The Assessor, however, seriously impeached the credibility of Mr. Green’s valuation opinion. The Assessor persuasively showed that Mr. Green used the assessments for comparables 1 and 2 instead of their sale prices. The transfer history on each comparable property’s record card shows no transfers for the prices or dates that Mr. Green listed in his appraisal. But the property record card for comparable 1 lists a $0 transfer just one day before the date that Mr. Green listed as the sale date in his appraisal, and comparable 2’s card lists a $0 transfer on the same date that Mr. Green used as the property’s sale date. Plus, Mr. Green used prices that are identical to each property’s March 1, 2010, assessment.

Mr. Green’s error fundamentally affected his valuation opinion. Mr. Green admitted that “you don’t use an assessed value, you need a bona fide sale with a sale date and a willing buyer.” Green testimony.
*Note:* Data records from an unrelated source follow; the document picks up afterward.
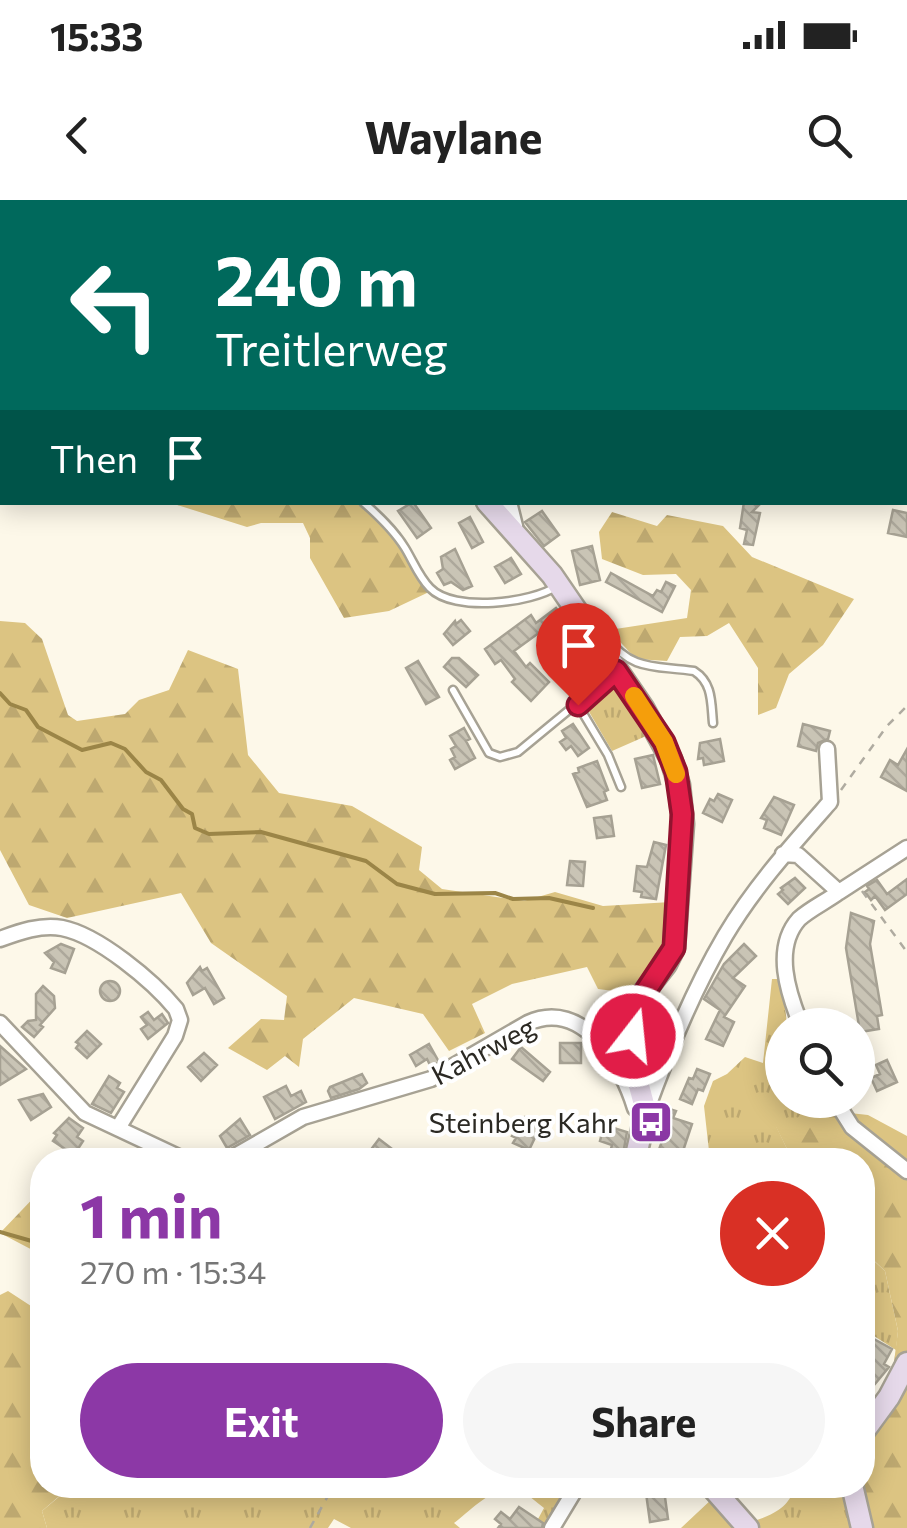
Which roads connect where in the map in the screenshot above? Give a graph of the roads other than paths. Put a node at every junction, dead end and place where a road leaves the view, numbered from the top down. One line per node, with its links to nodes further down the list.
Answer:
1 (366, 505): 5 (lane)
2 (490, 505): 4 (main road)
3 (509, 505): 4 (street)
4 (512, 531): 5 (main road)
5 (558, 585): 6 (main road)
6 (581, 622): 7 (main road); 10 (lane)
7 (616, 671): 9 (lane); 19 (main road)
8 (453, 690): 9 (lane)
9 (578, 705): 12 (lane)
10 (714, 723)
11 (827, 749): 14 (street)
12 (621, 787)
13 (907, 848): 15 (street)
14 (784, 854): 15 (street); 19 (street)
15 (839, 892): 17 (street)
16 (0, 938): 21 (street)
17 (797, 1008)
18 (0, 1022): 21 (street)
19 (646, 1112): 23 (street, Kahrweg); 24 (main road)
20 (846, 1118): 25 (street)
21 (118, 1128): 22 (street)
22 (160, 1148)
23 (249, 1148)
24 (638, 1148)
25 (907, 1171)
26 (907, 1362): 27 (main road)
27 (875, 1415)
28 (570, 1498): 32 (street)
29 (721, 1498): 31 (main road)
30 (855, 1498): 33 (main road)
31 (747, 1527)
32 (552, 1528)
33 (862, 1528)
Yet he relied most heavily on comparables 1 and 2 in reaching his valuation opinion. Indeed, Mr. Weterick, the other appraiser who testified, acknowledged that Mr. Green’s remaining sales were from rural areas and therefore were not particularly comparable to the subject property. Under those circumstances, Mr. Green’s valuation opinion carries little or no probative weight.
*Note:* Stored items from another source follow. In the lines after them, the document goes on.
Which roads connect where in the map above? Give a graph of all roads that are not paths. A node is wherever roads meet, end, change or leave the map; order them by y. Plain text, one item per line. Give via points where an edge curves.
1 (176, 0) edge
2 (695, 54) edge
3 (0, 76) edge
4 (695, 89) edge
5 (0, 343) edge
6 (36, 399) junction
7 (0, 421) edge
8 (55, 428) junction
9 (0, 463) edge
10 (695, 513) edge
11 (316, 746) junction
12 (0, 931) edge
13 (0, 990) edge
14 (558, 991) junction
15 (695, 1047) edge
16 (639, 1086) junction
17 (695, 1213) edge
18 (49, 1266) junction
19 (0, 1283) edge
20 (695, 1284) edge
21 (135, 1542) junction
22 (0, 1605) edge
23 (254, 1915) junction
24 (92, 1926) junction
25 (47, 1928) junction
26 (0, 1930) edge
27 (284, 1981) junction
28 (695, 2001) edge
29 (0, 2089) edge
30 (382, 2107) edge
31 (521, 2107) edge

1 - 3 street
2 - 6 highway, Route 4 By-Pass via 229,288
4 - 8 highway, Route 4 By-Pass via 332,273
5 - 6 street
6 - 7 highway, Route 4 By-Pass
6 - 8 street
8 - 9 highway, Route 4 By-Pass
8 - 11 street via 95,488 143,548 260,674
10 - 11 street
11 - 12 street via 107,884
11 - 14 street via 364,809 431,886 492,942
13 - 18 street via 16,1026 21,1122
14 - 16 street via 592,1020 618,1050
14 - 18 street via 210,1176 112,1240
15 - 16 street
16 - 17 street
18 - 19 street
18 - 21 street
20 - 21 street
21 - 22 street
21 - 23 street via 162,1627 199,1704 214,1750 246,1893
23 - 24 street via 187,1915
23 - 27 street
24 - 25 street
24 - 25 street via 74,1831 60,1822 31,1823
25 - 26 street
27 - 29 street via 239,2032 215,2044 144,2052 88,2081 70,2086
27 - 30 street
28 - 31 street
Mr. Weterick’s opinion fares no better. Mr. Weterick based his opinion partly on Mr. Green’s appraisal and acknowledged that he simply assumed that Mr. Green used accurate data. As already explained, however, Mr. Green’s data was inaccurate for the two “sales” that Mr. Weterick felt were most comparable to the subject property.
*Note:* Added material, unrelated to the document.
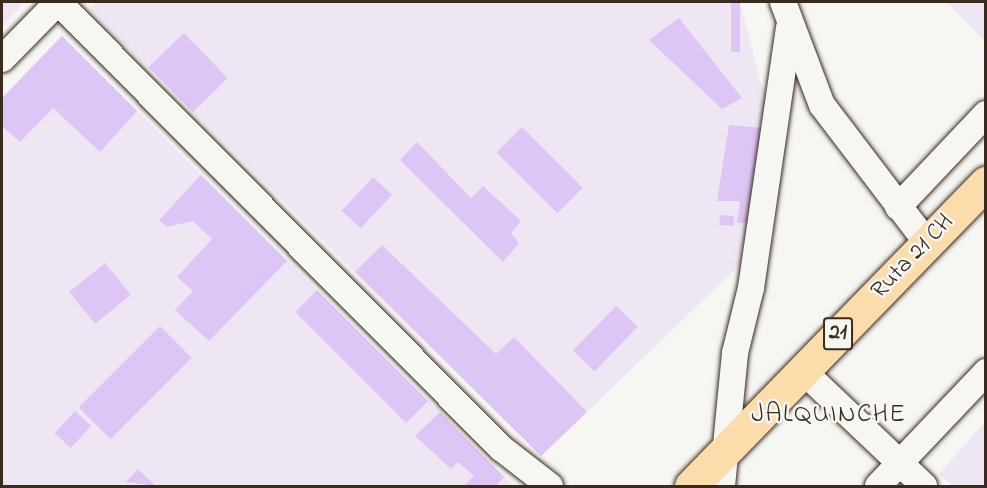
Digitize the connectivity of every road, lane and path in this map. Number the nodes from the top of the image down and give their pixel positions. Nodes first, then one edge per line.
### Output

Mr. Weterick did point to some more recent sales, but he acknowledged that he did not independently appraise the subject property’s market value-in-use as of March 1, 2011. Thus, for example, he did little to explain how the more recently sold properties compared to the subject property or how any relevant differences affected the properties’ relative values. See Long, 821 N.E.2d at 471 (rejecting taxpayers’ sales-comparison data where taxpayers failed to explain how their property’s characteristics compared to the purportedly comparable properties and how any differences affected the properties’ relative market values-in-use). At most, Mr. Weterick vaguely testified that the market had decreased somewhere from 10% to 15% between the date that he appraised the subject property and Mr. Green’s more recent appraisal. Mr. Weterick, however, based that opinion largely on literature that he did not specifically identify. Mr. Weterick therefore did not support his opinion sufficiently for the Board to find that the subject property was worth any specific amount as of March 1, 2011, much less that it was worth only $191,000 as opposed to $203,200.

Finally, Mr. Reed offered assessment data for various other properties on the subject property’s street. Indiana Code § 6-1.1-15-18 allows parties to offer evidence about comparable properties’ assessments to prove the value for a property under appeal. But that statute does not automatically make evidence of other properties’ assessments probative. Instead, the party relying on those assessments must apply generally accepted appraisal and assessment practices to show that the properties are comparable to the property under appeal. See I.C. § 6-1.1-15-18 (“The determination of whether properties are comparable shall be made using generally accepted appraisal and assessment practices.”).

Beyond the fact that the properties are located on the same street, Mr. Reed did not meaningfully compare the other properties to the subject property, much less account for any relevant ways in which the properties differed from each other. Instead, he seized on the fact that the Assessor assigned the subject property a condition rating of “average” and extrapolated that the subject property should therefore be assessed using the average price per square foot for the other properties. That does not comply with generally accepted appraisal or assessment practices.